The world has changed, although mistakes, pains and consequences of the past drift in the background. With aging, gasoline-fueled vehicles, I’m in a quandary about facing up to climate change with an electric car. Damaged lungs I am almost used to but the left hip and right knee take turns inhibiting my walks. A backpacking friend is in the hospital today getting stents. I shied just the other day when firefighter and trail-building friends invited me for a 50-year anniversary hike in the High Sierra. Obama started pulling us back from a John Wayne role in the world. Biden is a foreign policy veteran whose slow, careful moves I’ve come to trust. We should be thankful he’s no cowboy.

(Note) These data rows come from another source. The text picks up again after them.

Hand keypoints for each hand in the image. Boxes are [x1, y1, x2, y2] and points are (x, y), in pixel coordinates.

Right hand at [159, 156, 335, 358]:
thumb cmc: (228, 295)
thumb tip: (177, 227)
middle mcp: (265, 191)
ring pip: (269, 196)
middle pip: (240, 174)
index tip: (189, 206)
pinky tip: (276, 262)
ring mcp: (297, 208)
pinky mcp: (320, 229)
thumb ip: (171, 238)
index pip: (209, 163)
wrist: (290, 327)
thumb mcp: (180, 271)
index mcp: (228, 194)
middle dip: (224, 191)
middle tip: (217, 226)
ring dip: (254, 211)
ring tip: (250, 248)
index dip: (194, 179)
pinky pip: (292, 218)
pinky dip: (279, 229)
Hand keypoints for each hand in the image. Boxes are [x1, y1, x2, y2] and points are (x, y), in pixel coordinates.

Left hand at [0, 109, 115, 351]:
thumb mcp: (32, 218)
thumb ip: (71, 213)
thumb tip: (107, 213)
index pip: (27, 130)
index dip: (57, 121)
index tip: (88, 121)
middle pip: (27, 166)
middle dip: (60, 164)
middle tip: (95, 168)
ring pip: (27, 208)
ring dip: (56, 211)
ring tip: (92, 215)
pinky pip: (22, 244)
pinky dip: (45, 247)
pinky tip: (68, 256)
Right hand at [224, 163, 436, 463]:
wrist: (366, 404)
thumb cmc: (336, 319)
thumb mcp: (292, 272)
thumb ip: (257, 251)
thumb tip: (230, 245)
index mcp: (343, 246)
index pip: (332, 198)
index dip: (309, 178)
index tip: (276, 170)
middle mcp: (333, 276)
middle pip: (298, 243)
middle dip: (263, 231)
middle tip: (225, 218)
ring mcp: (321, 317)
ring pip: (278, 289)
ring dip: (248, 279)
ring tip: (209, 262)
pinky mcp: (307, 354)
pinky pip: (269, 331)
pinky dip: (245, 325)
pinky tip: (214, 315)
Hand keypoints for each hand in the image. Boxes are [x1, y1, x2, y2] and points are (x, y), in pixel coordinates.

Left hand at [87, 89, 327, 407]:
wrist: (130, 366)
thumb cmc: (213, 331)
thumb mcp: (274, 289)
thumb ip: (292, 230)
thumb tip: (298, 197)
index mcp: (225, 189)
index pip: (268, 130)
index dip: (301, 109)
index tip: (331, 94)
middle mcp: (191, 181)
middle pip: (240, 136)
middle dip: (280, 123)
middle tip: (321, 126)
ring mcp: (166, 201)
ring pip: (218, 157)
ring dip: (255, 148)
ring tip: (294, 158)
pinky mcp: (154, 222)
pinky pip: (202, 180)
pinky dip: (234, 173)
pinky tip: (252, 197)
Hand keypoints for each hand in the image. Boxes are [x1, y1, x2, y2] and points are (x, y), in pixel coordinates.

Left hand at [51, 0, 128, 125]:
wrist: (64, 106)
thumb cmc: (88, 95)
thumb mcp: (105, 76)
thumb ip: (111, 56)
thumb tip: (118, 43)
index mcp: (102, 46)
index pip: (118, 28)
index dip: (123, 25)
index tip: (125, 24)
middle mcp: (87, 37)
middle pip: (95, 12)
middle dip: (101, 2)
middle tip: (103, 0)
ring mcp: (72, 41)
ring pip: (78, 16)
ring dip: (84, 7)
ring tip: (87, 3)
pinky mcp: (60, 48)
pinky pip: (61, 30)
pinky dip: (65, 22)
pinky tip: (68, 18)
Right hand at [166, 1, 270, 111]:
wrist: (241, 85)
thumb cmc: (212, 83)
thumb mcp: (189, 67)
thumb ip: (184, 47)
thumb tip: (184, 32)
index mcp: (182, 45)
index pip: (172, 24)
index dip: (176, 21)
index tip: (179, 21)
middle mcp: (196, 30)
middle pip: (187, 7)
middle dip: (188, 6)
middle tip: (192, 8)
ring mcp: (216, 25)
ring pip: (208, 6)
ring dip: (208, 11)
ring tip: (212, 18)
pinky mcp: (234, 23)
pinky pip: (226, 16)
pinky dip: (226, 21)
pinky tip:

The invasion of Ukraine has revealed or underscored to me great things about Western Europe. With the global response to COVID and the response of the U.S., NATO and Western Europe to this horrible reminder of the invasion of Poland in 1939 and the start of World War II, maybe even China’s current caution, I see hope for global cooperation down the road. A paranoid bully thinking the way to shore up his own country is through aggression against another should be a thing of the past.
For me, Putin and the many-times, not-always-well-told story of 1883 and Western “settlement” — It wasn’t just the white wagon trains that had a tough time, you know — got me to thinking I should try science fiction. A pulled a famous Heinlein off my shelves, never being able to read it before. Environment writer @LauraPaskus from Albuquerque was way ahead of me. She reported online this week that she was excited to read Aurora, a 2015 novel by Kim Stanley Robinson about a “generation ship” launched toward an Earth analog in 2545.
I keep watching CNN, trying to read between the lines of retired generals, former intelligence officers and foreign policy pundits. I’m sure international military support of Ukraine is already big and will become massive. I still think it’s likely, or I’m just hopeful, that Putin will be put in his place, although I’m sad he is relegating Russia to be a third-rate state with awful weapons and a tragic history, unable to escape despotic rule even into the 21st Century.